:: DATA SHOWN

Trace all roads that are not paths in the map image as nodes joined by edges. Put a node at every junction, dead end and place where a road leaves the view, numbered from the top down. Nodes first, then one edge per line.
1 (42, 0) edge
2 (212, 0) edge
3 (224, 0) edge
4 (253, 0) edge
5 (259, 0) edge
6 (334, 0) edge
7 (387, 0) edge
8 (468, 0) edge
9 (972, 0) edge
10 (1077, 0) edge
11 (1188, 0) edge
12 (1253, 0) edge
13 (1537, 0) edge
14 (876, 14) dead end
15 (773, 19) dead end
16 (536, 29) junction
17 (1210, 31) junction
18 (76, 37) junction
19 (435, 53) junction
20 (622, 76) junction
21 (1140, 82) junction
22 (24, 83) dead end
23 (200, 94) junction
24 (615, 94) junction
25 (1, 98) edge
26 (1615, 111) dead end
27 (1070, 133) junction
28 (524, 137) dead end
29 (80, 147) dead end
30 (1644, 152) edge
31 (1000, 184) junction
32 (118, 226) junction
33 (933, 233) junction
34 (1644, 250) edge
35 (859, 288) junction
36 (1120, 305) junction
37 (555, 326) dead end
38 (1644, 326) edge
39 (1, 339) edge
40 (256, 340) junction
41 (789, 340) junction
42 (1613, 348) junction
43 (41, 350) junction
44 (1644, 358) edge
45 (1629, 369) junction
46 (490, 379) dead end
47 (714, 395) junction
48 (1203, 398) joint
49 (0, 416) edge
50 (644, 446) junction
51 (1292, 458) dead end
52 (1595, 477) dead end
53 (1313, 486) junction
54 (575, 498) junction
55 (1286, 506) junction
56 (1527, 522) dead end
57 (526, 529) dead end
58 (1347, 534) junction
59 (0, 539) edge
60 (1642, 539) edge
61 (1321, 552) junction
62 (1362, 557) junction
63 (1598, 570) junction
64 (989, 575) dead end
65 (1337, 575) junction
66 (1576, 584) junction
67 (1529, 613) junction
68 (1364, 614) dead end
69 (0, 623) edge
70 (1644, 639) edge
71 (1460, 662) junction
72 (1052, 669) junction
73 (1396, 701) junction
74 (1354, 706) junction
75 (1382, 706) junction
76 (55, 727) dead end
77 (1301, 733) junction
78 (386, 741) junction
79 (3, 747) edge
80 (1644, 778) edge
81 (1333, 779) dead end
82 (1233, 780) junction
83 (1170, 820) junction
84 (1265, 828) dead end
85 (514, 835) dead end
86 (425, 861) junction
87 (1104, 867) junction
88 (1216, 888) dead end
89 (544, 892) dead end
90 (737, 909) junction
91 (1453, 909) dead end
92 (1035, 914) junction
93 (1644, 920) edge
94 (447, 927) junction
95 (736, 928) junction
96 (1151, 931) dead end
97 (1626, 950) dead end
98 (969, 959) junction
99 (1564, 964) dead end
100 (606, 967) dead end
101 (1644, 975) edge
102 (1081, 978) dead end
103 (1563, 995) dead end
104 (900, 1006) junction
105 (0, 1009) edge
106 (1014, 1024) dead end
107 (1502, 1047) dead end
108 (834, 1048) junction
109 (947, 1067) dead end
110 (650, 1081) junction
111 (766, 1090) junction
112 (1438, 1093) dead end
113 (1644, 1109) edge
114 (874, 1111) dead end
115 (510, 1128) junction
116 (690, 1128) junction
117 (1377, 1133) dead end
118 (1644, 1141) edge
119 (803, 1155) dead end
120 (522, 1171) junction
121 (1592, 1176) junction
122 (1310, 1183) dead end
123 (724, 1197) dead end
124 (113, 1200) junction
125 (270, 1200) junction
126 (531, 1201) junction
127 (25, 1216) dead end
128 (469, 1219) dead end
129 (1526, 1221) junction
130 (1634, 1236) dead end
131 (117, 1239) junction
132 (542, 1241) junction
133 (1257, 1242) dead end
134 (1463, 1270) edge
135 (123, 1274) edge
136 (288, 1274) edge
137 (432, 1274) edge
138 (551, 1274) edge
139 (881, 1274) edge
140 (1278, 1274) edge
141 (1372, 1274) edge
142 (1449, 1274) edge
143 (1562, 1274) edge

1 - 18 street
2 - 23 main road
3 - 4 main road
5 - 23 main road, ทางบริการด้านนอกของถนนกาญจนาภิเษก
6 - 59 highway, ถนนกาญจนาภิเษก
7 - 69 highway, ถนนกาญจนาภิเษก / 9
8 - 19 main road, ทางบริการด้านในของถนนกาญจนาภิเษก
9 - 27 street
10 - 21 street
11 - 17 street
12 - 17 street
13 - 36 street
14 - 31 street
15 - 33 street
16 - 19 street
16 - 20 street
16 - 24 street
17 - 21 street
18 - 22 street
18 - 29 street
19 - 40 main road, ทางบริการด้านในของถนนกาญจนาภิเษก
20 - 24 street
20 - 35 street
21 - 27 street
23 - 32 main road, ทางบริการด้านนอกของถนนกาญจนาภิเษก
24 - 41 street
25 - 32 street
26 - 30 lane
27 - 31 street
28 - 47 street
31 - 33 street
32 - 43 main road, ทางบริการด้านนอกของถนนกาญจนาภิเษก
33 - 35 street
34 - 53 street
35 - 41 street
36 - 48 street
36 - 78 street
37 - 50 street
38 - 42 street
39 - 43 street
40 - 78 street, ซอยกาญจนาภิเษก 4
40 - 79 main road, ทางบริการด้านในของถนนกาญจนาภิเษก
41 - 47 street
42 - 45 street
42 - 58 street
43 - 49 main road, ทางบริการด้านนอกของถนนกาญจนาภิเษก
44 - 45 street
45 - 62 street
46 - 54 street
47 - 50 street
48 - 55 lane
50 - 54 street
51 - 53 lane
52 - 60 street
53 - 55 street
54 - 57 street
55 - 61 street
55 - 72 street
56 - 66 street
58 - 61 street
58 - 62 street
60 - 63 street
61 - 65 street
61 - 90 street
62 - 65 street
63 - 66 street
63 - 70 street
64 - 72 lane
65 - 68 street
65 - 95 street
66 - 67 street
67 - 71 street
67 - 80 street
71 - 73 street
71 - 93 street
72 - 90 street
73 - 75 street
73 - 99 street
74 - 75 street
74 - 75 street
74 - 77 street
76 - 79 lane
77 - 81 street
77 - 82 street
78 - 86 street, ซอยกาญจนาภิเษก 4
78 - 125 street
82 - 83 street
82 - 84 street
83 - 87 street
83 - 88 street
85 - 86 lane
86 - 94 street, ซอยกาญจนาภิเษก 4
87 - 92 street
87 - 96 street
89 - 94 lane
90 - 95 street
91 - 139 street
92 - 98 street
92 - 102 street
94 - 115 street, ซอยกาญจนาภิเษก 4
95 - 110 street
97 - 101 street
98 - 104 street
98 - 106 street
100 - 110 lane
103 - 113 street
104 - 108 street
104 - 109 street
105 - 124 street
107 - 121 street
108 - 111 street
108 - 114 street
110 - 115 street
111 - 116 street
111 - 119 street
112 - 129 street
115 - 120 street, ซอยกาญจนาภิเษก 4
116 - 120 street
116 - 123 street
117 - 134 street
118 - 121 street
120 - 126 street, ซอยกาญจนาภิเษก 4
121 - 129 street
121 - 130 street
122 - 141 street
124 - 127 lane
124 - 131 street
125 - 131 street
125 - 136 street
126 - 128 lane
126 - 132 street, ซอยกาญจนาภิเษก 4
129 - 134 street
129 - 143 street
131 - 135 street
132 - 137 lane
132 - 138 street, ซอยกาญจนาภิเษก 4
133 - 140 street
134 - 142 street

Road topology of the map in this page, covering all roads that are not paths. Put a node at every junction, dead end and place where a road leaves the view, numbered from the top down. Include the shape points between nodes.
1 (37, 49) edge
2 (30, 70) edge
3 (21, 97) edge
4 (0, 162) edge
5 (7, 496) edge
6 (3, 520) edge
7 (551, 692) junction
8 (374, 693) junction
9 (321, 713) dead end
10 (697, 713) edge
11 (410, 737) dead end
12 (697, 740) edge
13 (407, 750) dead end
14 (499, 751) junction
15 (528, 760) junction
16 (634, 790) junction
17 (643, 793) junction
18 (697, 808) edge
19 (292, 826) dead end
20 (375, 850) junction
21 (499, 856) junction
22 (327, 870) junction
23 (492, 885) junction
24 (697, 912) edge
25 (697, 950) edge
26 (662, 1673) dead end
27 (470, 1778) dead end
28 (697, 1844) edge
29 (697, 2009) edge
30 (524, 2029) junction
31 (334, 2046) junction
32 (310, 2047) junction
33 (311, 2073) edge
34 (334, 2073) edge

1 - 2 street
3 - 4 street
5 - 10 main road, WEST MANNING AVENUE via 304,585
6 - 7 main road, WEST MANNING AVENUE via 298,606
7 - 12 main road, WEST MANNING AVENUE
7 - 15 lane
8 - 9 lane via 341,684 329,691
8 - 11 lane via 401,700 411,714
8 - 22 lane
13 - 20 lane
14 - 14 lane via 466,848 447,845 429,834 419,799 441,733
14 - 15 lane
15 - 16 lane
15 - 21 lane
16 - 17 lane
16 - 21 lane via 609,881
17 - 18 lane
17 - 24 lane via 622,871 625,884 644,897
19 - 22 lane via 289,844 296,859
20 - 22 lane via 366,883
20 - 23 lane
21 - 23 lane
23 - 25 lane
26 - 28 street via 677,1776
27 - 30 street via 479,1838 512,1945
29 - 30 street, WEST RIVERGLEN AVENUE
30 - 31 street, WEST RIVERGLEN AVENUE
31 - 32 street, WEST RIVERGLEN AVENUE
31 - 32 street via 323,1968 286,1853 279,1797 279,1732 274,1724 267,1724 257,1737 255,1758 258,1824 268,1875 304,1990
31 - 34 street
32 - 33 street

::::

* EXERCISE DIRECTIONS
Please say how many lines in the records above contain the word "from", and give only that number.

* ANSWER BOX
2